### Task prompt
The entries need to be copied exactly.

(Body or hand keypoint data)
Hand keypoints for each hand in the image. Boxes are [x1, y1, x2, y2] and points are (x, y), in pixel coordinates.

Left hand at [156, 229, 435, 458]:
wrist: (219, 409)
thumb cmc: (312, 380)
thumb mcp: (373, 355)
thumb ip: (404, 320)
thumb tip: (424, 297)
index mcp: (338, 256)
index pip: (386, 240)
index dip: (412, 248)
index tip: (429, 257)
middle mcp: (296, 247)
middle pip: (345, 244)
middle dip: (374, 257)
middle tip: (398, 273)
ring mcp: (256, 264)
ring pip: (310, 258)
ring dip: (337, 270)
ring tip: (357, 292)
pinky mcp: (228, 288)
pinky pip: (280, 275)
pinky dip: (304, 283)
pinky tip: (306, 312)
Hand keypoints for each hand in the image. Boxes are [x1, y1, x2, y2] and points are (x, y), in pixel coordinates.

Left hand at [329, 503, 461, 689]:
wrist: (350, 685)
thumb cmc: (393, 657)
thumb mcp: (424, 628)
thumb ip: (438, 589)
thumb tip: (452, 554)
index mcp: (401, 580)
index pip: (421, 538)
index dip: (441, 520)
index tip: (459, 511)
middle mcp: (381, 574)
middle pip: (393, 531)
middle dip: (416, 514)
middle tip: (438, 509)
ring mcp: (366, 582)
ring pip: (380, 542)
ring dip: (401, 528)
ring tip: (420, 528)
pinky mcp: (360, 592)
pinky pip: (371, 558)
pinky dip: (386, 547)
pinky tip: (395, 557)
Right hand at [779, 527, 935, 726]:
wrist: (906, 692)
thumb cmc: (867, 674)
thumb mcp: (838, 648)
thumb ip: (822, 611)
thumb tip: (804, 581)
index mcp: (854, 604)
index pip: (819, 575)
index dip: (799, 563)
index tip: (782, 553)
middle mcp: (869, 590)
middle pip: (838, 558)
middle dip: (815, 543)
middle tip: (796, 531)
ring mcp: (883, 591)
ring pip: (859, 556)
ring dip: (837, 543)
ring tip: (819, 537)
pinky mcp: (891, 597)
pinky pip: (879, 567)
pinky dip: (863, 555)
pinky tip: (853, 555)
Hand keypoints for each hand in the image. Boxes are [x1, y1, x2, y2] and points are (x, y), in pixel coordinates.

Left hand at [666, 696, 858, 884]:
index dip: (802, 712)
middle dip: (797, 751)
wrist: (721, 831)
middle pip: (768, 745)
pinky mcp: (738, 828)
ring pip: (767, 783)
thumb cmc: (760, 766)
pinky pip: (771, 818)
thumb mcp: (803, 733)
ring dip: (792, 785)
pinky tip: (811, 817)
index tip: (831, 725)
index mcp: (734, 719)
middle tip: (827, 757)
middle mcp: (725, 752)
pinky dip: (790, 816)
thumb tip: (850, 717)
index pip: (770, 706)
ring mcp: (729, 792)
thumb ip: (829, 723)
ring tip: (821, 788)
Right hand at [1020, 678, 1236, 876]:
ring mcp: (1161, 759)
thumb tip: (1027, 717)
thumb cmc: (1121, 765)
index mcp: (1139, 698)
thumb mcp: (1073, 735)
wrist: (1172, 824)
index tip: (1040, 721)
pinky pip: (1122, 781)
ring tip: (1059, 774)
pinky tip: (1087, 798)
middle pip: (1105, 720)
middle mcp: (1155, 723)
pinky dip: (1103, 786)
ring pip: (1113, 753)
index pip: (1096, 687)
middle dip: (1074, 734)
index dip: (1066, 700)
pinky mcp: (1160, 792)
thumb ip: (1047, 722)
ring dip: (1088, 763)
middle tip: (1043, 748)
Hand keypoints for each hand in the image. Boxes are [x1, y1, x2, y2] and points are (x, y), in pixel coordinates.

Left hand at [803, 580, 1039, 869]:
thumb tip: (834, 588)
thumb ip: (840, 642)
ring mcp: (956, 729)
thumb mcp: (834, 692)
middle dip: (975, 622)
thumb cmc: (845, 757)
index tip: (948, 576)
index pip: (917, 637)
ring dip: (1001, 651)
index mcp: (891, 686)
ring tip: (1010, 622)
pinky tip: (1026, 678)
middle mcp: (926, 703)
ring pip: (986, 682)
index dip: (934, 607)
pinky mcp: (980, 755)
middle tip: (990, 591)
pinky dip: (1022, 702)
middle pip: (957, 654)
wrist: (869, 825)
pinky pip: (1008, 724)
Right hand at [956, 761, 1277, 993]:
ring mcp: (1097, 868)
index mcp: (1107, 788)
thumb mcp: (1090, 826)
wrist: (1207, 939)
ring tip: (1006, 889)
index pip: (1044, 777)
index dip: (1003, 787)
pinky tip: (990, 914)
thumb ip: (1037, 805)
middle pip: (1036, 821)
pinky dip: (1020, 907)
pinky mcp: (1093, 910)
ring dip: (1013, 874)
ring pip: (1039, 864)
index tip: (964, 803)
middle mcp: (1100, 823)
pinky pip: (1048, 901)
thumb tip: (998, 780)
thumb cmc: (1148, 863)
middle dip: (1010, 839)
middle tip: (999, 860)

### Output below
Hand keypoints for each hand in the image. Boxes are [x1, y1, x2, y2] and points are (x, y), in pixel coordinates.

Left hand at [156, 229, 435, 458]:
wrist: (219, 409)
thumb cmc: (312, 380)
thumb mcp: (373, 355)
thumb ip: (404, 320)
thumb tip: (424, 297)
index mcp: (338, 256)
index pip: (386, 240)
index dip: (412, 248)
index tip: (429, 257)
middle mcp: (296, 247)
middle pip: (345, 244)
middle dip: (374, 257)
middle tip: (398, 273)
ring mcp: (256, 264)
ring pip: (310, 258)
ring dip: (337, 270)
ring tip: (357, 292)
pinky mcp: (228, 288)
pinky pip: (280, 275)
pinky dip: (304, 283)
pinky tip: (306, 312)
Hand keypoints for each hand in the image. Boxes are [x1, y1, x2, y2] and points are (x, y), in pixel coordinates.

Left hand at [329, 503, 461, 689]:
wrist: (350, 685)
thumb cmc: (393, 657)
thumb mcp: (424, 628)
thumb ip: (438, 589)
thumb tip: (452, 554)
index mcp: (401, 580)
index pip: (421, 538)
index dip: (441, 520)
index tip: (459, 511)
middle mcp: (381, 574)
middle pip: (393, 531)
middle dip: (416, 514)
middle tip: (438, 509)
ring mcp: (366, 582)
ring pip: (380, 542)
ring dip: (401, 528)
ring tip: (420, 528)
pinky mcp: (360, 592)
pinky pip: (371, 558)
pinky dip: (386, 547)
pinky tip: (395, 557)
Right hand at [779, 527, 935, 726]:
wrist: (906, 692)
thumb cmc: (867, 674)
thumb mcp: (838, 648)
thumb ip: (822, 611)
thumb tip: (804, 581)
index mcp: (854, 604)
index pip: (819, 575)
index dip: (799, 563)
index tip: (782, 553)
middle mcp: (869, 590)
middle pip: (838, 558)
middle dip: (815, 543)
middle tip: (796, 531)
ring mcp: (883, 591)
ring pip: (859, 556)
ring dip: (837, 543)
ring tip: (819, 537)
pinky mcp: (891, 597)
pinky pip: (879, 567)
pinky dip: (863, 555)
pinky tip: (853, 555)
Hand keypoints for each hand in the image. Boxes are [x1, y1, x2, y2] and points are (x, y), in pixel coordinates.

Left hand at [666, 696, 858, 884]:
index dip: (802, 712)
middle dip: (797, 751)
wrist: (721, 831)
middle pip: (768, 745)
pinky mcp: (738, 828)
ring pip: (767, 783)
thumb cmc: (760, 766)
pinky pip: (771, 818)
thumb mcp: (803, 733)
ring dip: (792, 785)
pinky tip: (811, 817)
index tip: (831, 725)
index mcp: (734, 719)
middle tip: (827, 757)
middle mcp: (725, 752)
pinky dip: (790, 816)
thumb tip: (850, 717)
index pip: (770, 706)
ring mcp: (729, 792)
thumb ip: (829, 723)
ring tip: (821, 788)
Right hand at [1020, 678, 1236, 876]:
ring mcp: (1161, 759)
thumb tip: (1027, 717)
thumb cmc: (1121, 765)
index mcp: (1139, 698)
thumb mcp: (1073, 735)
wrist: (1172, 824)
index tip: (1040, 721)
pinky pip: (1122, 781)
ring tip: (1059, 774)
pinky tip: (1087, 798)
middle pip: (1105, 720)
middle mcp: (1155, 723)
pinky dip: (1103, 786)
ring pip: (1113, 753)
index pip: (1096, 687)
middle dip: (1074, 734)
index dip: (1066, 700)
pinky mcp: (1160, 792)
thumb ip: (1047, 722)
ring dip: (1088, 763)
middle tip: (1043, 748)
Hand keypoints for each hand in the image. Boxes are [x1, y1, x2, y2] and points are (x, y), in pixel coordinates.

Left hand at [803, 580, 1039, 869]:
thumb tip: (834, 588)
thumb ip: (840, 642)
ring mcp: (956, 729)
thumb mcp: (834, 692)
middle dip: (975, 622)
thumb cmc: (845, 757)
index tip: (948, 576)
index pip: (917, 637)
ring dip: (1001, 651)
index mcp: (891, 686)
ring tip: (1010, 622)
pinky tip: (1026, 678)
middle mcp: (926, 703)
ring pip: (986, 682)
index dip: (934, 607)
pinky mcp: (980, 755)
middle tip: (990, 591)
pinky dip: (1022, 702)
middle pip: (957, 654)
wrist: (869, 825)
pinky pip: (1008, 724)
Right hand at [956, 761, 1277, 993]:
ring mcp: (1097, 868)
index mcp: (1107, 788)
thumb mcp: (1090, 826)
wrist: (1207, 939)
ring tip: (1006, 889)
index pip: (1044, 777)
index dip: (1003, 787)
pinky tip: (990, 914)
thumb ip: (1037, 805)
middle pip: (1036, 821)
pinky dip: (1020, 907)
pinky mcp: (1093, 910)
ring dip: (1013, 874)
ring pip: (1039, 864)
index tip: (964, 803)
middle mcp: (1100, 823)
pinky pip: (1048, 901)
thumb tip: (998, 780)
thumb cmc: (1148, 863)
middle dip: (1010, 839)
middle tip: (999, 860)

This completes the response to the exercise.